Question

a current of 1A flows in a series circuit containg and electric lamp and a conductor of 5ohm when conney to a 10V battery.Calculate the resistance of the electric lamp.Now if a resistance of 10ohm is connected in parallel with this series combination, what change(if any) in current flowing through 5ohm conductor and potential difference across the lamp will take place. give reason.​

Answer 1

Here ,

In the Case 1 :

V = 10

Total Resistance in the series = 5+R

Then, we know that I = V/R

So, Here I = 10/(5+R)

For Case 2:

As the resistance are in parallel series so,

Total Resistance = (R¹ × R² )/( R¹+R²)

$= \frac{10 \times 10}{10 + 10} \\ \\ = 5 \: ohm$

Here, I = V/R

I = 10/5 = 2 Amp

So, current in each branch = 2/2 = 1

Reason - Because both of the branches have same resistance and because of it the current is divided equally.

Potential across the lamp+ Conductor = 10V

Potential across the lamp = 5 V

Answer 2

Case 1

Given, Current = 1 A

Electric lamp and a conductor of 5 ohm are connected in series. Let resistance of electric lamp be R. So equivalent resistance would be R + 5 ohm. (We add resistance if it's a series circuit).

Potential difference of Battery = 10 V

We know that, V = IR

⇒ 10 = 1(R + 5)

⇒ 10 = R + 5

⇒ R = 5 ohm.

So, the resistance of electric lamp is 5 ohm.

Case 2

Resistance of 10 ohm is connected in parallel with the series combination.

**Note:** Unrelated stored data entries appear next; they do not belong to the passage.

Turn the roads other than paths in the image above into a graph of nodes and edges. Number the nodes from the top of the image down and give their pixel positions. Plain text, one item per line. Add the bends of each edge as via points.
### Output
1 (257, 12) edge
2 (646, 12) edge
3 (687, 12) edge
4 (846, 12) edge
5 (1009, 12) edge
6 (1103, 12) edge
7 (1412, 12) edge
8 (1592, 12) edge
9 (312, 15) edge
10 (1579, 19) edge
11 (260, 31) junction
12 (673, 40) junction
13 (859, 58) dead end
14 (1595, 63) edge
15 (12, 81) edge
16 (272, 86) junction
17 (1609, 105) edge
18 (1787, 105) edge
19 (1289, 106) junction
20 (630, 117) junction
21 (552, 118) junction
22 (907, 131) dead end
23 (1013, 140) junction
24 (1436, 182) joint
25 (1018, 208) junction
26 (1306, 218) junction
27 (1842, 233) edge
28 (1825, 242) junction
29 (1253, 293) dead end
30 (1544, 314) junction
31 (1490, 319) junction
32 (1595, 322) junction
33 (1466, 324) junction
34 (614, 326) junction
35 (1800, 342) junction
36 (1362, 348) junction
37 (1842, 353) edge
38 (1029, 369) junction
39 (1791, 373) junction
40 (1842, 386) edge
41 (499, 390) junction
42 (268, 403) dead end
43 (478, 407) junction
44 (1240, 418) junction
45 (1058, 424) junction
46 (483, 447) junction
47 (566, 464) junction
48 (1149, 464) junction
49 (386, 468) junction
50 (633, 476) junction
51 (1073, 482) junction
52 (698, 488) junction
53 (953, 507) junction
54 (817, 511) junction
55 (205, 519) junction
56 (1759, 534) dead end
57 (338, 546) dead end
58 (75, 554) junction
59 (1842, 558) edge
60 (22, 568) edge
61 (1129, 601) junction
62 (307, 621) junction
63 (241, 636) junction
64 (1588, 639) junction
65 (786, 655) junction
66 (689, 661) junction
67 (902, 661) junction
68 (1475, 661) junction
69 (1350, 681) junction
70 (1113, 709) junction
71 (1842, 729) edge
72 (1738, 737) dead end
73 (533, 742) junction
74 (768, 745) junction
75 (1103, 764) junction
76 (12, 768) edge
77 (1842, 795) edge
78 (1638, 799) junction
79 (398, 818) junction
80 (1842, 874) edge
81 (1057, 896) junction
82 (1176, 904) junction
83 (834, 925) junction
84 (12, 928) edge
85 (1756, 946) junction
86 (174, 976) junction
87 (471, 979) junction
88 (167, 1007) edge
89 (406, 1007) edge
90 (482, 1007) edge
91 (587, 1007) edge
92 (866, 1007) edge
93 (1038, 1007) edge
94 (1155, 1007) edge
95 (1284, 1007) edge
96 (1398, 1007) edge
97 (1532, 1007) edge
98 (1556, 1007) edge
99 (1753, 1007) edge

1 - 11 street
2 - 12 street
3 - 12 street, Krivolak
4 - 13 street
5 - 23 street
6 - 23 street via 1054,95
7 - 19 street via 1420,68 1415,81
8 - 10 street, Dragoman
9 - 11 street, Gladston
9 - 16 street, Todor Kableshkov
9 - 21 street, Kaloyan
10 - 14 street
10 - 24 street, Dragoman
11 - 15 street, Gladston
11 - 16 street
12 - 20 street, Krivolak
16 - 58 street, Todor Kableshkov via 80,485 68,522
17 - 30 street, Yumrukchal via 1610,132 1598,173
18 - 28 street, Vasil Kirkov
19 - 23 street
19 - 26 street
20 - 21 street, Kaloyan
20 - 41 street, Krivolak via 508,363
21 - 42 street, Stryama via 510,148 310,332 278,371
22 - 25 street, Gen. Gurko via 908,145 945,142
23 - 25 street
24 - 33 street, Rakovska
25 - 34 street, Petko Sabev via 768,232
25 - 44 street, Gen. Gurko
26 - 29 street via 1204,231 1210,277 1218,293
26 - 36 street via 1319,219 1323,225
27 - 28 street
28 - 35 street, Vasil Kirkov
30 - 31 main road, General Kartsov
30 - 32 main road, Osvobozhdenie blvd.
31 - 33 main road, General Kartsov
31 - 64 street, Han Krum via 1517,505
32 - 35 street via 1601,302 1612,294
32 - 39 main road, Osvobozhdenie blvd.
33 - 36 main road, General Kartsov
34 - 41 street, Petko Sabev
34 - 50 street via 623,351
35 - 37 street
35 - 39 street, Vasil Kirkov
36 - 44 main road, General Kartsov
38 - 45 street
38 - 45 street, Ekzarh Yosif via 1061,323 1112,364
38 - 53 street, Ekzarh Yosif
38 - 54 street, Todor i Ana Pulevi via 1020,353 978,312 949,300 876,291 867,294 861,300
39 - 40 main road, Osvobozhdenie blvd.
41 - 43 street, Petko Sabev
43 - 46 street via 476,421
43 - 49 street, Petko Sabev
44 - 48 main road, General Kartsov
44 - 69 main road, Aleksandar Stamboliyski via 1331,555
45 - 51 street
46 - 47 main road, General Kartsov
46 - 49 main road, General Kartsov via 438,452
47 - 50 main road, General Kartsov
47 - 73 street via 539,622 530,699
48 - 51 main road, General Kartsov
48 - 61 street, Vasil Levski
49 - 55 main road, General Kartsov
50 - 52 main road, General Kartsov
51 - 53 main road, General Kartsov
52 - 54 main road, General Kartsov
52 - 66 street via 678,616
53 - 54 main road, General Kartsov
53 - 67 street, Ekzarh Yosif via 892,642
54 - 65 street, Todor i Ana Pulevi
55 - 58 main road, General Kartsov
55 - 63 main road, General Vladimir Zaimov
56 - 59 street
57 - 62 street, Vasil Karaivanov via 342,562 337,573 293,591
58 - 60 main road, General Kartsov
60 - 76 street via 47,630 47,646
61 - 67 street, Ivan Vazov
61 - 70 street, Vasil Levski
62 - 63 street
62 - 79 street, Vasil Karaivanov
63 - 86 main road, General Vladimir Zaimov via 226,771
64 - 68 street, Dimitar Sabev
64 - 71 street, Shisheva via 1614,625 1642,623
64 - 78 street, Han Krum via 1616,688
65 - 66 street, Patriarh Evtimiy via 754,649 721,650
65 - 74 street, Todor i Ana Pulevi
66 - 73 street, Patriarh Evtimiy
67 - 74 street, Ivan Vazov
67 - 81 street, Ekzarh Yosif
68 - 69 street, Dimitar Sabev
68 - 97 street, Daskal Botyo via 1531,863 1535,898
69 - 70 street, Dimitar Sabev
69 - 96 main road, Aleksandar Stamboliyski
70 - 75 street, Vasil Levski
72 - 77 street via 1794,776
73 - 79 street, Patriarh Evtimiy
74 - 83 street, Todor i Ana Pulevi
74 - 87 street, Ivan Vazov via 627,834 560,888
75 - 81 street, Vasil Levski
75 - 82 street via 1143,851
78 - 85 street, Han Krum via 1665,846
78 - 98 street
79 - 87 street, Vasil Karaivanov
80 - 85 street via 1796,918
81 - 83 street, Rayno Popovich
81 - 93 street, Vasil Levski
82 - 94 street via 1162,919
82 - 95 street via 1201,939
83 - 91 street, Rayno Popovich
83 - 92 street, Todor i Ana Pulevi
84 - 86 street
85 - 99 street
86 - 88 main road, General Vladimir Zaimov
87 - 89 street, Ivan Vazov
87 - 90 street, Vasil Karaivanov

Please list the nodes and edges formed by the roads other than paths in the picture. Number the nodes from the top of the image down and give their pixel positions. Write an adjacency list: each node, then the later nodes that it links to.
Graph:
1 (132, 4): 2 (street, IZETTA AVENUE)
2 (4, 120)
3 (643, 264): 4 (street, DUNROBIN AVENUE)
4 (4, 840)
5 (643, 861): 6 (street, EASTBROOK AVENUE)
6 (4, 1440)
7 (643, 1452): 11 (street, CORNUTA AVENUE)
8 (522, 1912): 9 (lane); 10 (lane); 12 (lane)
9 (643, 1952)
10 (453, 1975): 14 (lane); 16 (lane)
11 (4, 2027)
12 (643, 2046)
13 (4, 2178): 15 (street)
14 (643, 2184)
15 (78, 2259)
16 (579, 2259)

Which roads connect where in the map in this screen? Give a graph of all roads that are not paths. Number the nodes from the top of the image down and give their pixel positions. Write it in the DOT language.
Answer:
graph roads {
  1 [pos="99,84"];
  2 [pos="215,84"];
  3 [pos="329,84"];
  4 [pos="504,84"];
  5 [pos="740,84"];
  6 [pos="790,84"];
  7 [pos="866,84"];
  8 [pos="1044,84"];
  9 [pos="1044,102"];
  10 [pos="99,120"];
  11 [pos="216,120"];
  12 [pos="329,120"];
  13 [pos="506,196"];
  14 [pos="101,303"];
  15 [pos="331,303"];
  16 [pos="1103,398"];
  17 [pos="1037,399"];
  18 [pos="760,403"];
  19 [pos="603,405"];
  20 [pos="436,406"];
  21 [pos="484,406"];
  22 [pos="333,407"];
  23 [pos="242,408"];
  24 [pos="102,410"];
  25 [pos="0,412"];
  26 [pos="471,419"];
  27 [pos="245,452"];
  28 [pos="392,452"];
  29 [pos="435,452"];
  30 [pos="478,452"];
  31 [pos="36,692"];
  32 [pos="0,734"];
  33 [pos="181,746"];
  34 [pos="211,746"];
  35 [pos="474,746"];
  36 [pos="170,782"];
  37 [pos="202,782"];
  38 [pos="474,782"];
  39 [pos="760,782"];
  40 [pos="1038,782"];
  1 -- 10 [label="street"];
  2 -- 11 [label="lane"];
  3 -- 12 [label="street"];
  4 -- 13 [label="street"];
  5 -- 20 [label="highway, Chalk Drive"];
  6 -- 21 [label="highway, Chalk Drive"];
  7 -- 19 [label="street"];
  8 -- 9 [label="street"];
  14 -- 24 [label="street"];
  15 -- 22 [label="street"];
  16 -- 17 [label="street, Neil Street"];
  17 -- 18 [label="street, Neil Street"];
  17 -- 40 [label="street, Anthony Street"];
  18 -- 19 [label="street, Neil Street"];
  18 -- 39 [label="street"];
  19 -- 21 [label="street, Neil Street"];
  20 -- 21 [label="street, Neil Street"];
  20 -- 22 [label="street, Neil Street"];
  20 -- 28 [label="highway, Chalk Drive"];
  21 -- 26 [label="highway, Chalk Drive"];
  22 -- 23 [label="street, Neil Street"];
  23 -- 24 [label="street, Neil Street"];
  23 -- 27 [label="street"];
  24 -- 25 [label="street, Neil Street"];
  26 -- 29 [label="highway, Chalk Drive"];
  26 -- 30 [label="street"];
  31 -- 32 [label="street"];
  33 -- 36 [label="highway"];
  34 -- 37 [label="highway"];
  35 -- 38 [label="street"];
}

Equivalent resistance of series = 5 + 5 = 10 ohm.

Now, equivalent resistance in whole circuit

$\sf \frac{1}{R_{eq}} = \frac{1}{10}+\frac{1}{10}\\\\\implies \frac{1}{R_{eq}} = \frac{2}{10}\\\\\implies R_{eq} = \frac{10}{2}\\\\\implies R_{eq} = 5 \ ohm$

Now, current flowing in circuit = I = V/R = 10/5 = 2 A

here, we are asked for current flowing in conductor.

Current flowing in conductor = current flowing in electric lamp = current flowing in series combination of lamp and conductor.

(In a series combination, current does not change)

So, I = V/R(eq)

⇒ I = 10/10 (Since, R(eq) = 10 ohm in series combination)

⇒ I = 1 A

The current across conductor doesn't change because another resistance of 10 ohm is added in parallel, which reduces the equivalent resistance and increases the current BUT divides it also. Hence, the current doesn't change.

Now, potential difference across lamp = V = IR

⇒ V = 1(5) (The resistance of lamp is 5)

⇒ V = 5 Volt

Previously, the potential difference in lamp was also 5 Volt, since the current was 1 A and the resistance was 5 ohm only. Hence, the potential difference also doesn't change because in a parallel combination, the potential difference does not change.